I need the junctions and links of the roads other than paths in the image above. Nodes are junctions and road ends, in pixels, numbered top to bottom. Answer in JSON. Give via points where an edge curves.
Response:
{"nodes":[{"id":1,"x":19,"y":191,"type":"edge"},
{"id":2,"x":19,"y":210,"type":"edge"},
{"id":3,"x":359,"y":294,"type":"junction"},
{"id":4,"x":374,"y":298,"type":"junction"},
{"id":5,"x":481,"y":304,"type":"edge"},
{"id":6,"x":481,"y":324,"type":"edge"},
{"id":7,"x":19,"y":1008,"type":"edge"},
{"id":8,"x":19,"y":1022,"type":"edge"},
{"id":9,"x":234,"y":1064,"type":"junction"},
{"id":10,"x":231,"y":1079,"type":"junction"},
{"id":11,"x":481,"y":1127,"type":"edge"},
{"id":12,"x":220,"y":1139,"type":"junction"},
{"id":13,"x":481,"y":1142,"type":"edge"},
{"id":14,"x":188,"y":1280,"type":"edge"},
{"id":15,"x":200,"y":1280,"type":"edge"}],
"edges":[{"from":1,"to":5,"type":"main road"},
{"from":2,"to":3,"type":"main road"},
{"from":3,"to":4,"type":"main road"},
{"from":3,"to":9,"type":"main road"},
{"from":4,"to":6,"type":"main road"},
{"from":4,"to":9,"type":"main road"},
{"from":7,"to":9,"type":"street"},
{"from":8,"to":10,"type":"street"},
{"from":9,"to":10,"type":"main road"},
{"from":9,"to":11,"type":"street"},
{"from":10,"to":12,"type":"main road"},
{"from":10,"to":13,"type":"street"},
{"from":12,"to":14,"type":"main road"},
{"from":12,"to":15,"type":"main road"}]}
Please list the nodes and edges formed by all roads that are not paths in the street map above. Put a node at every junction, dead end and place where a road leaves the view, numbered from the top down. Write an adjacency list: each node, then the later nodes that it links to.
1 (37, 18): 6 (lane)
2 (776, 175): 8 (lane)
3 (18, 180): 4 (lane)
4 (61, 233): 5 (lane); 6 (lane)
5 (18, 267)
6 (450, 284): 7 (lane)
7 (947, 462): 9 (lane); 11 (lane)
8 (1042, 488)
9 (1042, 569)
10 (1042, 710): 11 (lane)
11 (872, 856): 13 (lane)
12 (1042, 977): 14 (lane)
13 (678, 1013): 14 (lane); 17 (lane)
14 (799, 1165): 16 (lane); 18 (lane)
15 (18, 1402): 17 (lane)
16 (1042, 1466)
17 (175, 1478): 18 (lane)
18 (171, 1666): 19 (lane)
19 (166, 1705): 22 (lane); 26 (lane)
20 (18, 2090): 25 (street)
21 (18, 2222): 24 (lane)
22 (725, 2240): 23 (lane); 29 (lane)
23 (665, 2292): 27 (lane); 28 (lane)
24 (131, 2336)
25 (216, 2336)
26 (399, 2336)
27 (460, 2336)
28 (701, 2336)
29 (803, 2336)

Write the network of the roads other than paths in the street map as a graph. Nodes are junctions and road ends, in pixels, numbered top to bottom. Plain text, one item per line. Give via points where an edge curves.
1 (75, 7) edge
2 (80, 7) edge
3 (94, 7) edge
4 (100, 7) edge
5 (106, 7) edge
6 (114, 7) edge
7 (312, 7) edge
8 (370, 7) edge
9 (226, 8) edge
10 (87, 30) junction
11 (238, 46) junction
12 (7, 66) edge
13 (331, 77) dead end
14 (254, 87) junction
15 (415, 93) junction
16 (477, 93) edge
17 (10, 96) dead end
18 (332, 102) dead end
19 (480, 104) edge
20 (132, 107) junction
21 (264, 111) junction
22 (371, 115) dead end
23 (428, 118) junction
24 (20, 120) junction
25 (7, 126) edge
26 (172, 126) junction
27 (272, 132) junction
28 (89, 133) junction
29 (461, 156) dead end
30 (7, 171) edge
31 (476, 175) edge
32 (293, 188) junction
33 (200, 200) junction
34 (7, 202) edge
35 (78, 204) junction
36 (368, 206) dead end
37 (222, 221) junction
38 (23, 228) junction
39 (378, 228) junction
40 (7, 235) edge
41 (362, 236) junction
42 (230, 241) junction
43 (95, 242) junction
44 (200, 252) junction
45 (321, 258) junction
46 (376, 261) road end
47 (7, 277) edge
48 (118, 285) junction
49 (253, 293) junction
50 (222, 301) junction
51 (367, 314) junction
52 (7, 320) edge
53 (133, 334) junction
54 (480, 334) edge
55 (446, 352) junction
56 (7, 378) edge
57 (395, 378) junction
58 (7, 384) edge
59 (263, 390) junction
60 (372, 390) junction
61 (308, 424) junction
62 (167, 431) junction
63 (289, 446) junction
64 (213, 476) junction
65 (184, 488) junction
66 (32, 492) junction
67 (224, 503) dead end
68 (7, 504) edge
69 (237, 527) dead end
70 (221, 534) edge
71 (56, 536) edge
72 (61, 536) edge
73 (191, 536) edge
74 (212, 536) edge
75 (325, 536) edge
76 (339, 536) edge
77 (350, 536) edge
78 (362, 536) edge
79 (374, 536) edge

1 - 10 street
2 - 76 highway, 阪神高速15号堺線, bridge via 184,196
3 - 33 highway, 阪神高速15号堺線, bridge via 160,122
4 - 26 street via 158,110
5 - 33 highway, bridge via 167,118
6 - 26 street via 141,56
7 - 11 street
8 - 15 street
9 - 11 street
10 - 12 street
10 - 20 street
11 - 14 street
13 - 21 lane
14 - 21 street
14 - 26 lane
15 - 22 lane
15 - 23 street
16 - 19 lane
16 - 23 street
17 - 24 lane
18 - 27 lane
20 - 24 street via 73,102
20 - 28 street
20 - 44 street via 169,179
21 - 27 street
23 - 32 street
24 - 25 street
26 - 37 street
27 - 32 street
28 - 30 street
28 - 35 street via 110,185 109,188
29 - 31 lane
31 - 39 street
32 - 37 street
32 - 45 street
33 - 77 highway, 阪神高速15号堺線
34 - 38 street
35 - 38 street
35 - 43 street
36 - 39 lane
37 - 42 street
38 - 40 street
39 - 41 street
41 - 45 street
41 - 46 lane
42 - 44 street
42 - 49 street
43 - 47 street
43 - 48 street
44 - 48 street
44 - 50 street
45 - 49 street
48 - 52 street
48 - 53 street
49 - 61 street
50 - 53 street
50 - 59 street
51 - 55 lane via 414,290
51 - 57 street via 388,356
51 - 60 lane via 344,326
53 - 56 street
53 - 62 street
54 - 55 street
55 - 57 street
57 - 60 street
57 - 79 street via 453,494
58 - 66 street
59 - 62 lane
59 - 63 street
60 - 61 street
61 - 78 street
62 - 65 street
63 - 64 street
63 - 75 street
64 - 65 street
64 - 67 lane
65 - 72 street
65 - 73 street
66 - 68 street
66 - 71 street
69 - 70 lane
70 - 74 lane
******************************
INSTRUCTIONS FOR THE TASK: Word for word, write out every line of the listing.

RESULT:
I need the junctions and links of the roads other than paths in the image above. Nodes are junctions and road ends, in pixels, numbered top to bottom. Answer in JSON. Give via points where an edge curves.
Response:
{"nodes":[{"id":1,"x":19,"y":191,"type":"edge"},
{"id":2,"x":19,"y":210,"type":"edge"},
{"id":3,"x":359,"y":294,"type":"junction"},
{"id":4,"x":374,"y":298,"type":"junction"},
{"id":5,"x":481,"y":304,"type":"edge"},
{"id":6,"x":481,"y":324,"type":"edge"},
{"id":7,"x":19,"y":1008,"type":"edge"},
{"id":8,"x":19,"y":1022,"type":"edge"},
{"id":9,"x":234,"y":1064,"type":"junction"},
{"id":10,"x":231,"y":1079,"type":"junction"},
{"id":11,"x":481,"y":1127,"type":"edge"},
{"id":12,"x":220,"y":1139,"type":"junction"},
{"id":13,"x":481,"y":1142,"type":"edge"},
{"id":14,"x":188,"y":1280,"type":"edge"},
{"id":15,"x":200,"y":1280,"type":"edge"}],
"edges":[{"from":1,"to":5,"type":"main road"},
{"from":2,"to":3,"type":"main road"},
{"from":3,"to":4,"type":"main road"},
{"from":3,"to":9,"type":"main road"},
{"from":4,"to":6,"type":"main road"},
{"from":4,"to":9,"type":"main road"},
{"from":7,"to":9,"type":"street"},
{"from":8,"to":10,"type":"street"},
{"from":9,"to":10,"type":"main road"},
{"from":9,"to":11,"type":"street"},
{"from":10,"to":12,"type":"main road"},
{"from":10,"to":13,"type":"street"},
{"from":12,"to":14,"type":"main road"},
{"from":12,"to":15,"type":"main road"}]}
Please list the nodes and edges formed by all roads that are not paths in the street map above. Put a node at every junction, dead end and place where a road leaves the view, numbered from the top down. Write an adjacency list: each node, then the later nodes that it links to.
1 (37, 18): 6 (lane)
2 (776, 175): 8 (lane)
3 (18, 180): 4 (lane)
4 (61, 233): 5 (lane); 6 (lane)
5 (18, 267)
6 (450, 284): 7 (lane)
7 (947, 462): 9 (lane); 11 (lane)
8 (1042, 488)
9 (1042, 569)
10 (1042, 710): 11 (lane)
11 (872, 856): 13 (lane)
12 (1042, 977): 14 (lane)
13 (678, 1013): 14 (lane); 17 (lane)
14 (799, 1165): 16 (lane); 18 (lane)
15 (18, 1402): 17 (lane)
16 (1042, 1466)
17 (175, 1478): 18 (lane)
18 (171, 1666): 19 (lane)
19 (166, 1705): 22 (lane); 26 (lane)
20 (18, 2090): 25 (street)
21 (18, 2222): 24 (lane)
22 (725, 2240): 23 (lane); 29 (lane)
23 (665, 2292): 27 (lane); 28 (lane)
24 (131, 2336)
25 (216, 2336)
26 (399, 2336)
27 (460, 2336)
28 (701, 2336)
29 (803, 2336)

Write the network of the roads other than paths in the street map as a graph. Nodes are junctions and road ends, in pixels, numbered top to bottom. Plain text, one item per line. Give via points where an edge curves.
1 (75, 7) edge
2 (80, 7) edge
3 (94, 7) edge
4 (100, 7) edge
5 (106, 7) edge
6 (114, 7) edge
7 (312, 7) edge
8 (370, 7) edge
9 (226, 8) edge
10 (87, 30) junction
11 (238, 46) junction
12 (7, 66) edge
13 (331, 77) dead end
14 (254, 87) junction
15 (415, 93) junction
16 (477, 93) edge
17 (10, 96) dead end
18 (332, 102) dead end
19 (480, 104) edge
20 (132, 107) junction
21 (264, 111) junction
22 (371, 115) dead end
23 (428, 118) junction
24 (20, 120) junction
25 (7, 126) edge
26 (172, 126) junction
27 (272, 132) junction
28 (89, 133) junction
29 (461, 156) dead end
30 (7, 171) edge
31 (476, 175) edge
32 (293, 188) junction
33 (200, 200) junction
34 (7, 202) edge
35 (78, 204) junction
36 (368, 206) dead end
37 (222, 221) junction
38 (23, 228) junction
39 (378, 228) junction
40 (7, 235) edge
41 (362, 236) junction
42 (230, 241) junction
43 (95, 242) junction
44 (200, 252) junction
45 (321, 258) junction
46 (376, 261) road end
47 (7, 277) edge
48 (118, 285) junction
49 (253, 293) junction
50 (222, 301) junction
51 (367, 314) junction
52 (7, 320) edge
53 (133, 334) junction
54 (480, 334) edge
55 (446, 352) junction
56 (7, 378) edge
57 (395, 378) junction
58 (7, 384) edge
59 (263, 390) junction
60 (372, 390) junction
61 (308, 424) junction
62 (167, 431) junction
63 (289, 446) junction
64 (213, 476) junction
65 (184, 488) junction
66 (32, 492) junction
67 (224, 503) dead end
68 (7, 504) edge
69 (237, 527) dead end
70 (221, 534) edge
71 (56, 536) edge
72 (61, 536) edge
73 (191, 536) edge
74 (212, 536) edge
75 (325, 536) edge
76 (339, 536) edge
77 (350, 536) edge
78 (362, 536) edge
79 (374, 536) edge

1 - 10 street
2 - 76 highway, 阪神高速15号堺線, bridge via 184,196
3 - 33 highway, 阪神高速15号堺線, bridge via 160,122
4 - 26 street via 158,110
5 - 33 highway, bridge via 167,118
6 - 26 street via 141,56
7 - 11 street
8 - 15 street
9 - 11 street
10 - 12 street
10 - 20 street
11 - 14 street
13 - 21 lane
14 - 21 street
14 - 26 lane
15 - 22 lane
15 - 23 street
16 - 19 lane
16 - 23 street
17 - 24 lane
18 - 27 lane
20 - 24 street via 73,102
20 - 28 street
20 - 44 street via 169,179
21 - 27 street
23 - 32 street
24 - 25 street
26 - 37 street
27 - 32 street
28 - 30 street
28 - 35 street via 110,185 109,188
29 - 31 lane
31 - 39 street
32 - 37 street
32 - 45 street
33 - 77 highway, 阪神高速15号堺線
34 - 38 street
35 - 38 street
35 - 43 street
36 - 39 lane
37 - 42 street
38 - 40 street
39 - 41 street
41 - 45 street
41 - 46 lane
42 - 44 street
42 - 49 street
43 - 47 street
43 - 48 street
44 - 48 street
44 - 50 street
45 - 49 street
48 - 52 street
48 - 53 street
49 - 61 street
50 - 53 street
50 - 59 street
51 - 55 lane via 414,290
51 - 57 street via 388,356
51 - 60 lane via 344,326
53 - 56 street
53 - 62 street
54 - 55 street
55 - 57 street
57 - 60 street
57 - 79 street via 453,494
58 - 66 street
59 - 62 lane
59 - 63 street
60 - 61 street
61 - 78 street
62 - 65 street
63 - 64 street
63 - 75 street
64 - 65 street
64 - 67 lane
65 - 72 street
65 - 73 street
66 - 68 street
66 - 71 street
69 - 70 lane
70 - 74 lane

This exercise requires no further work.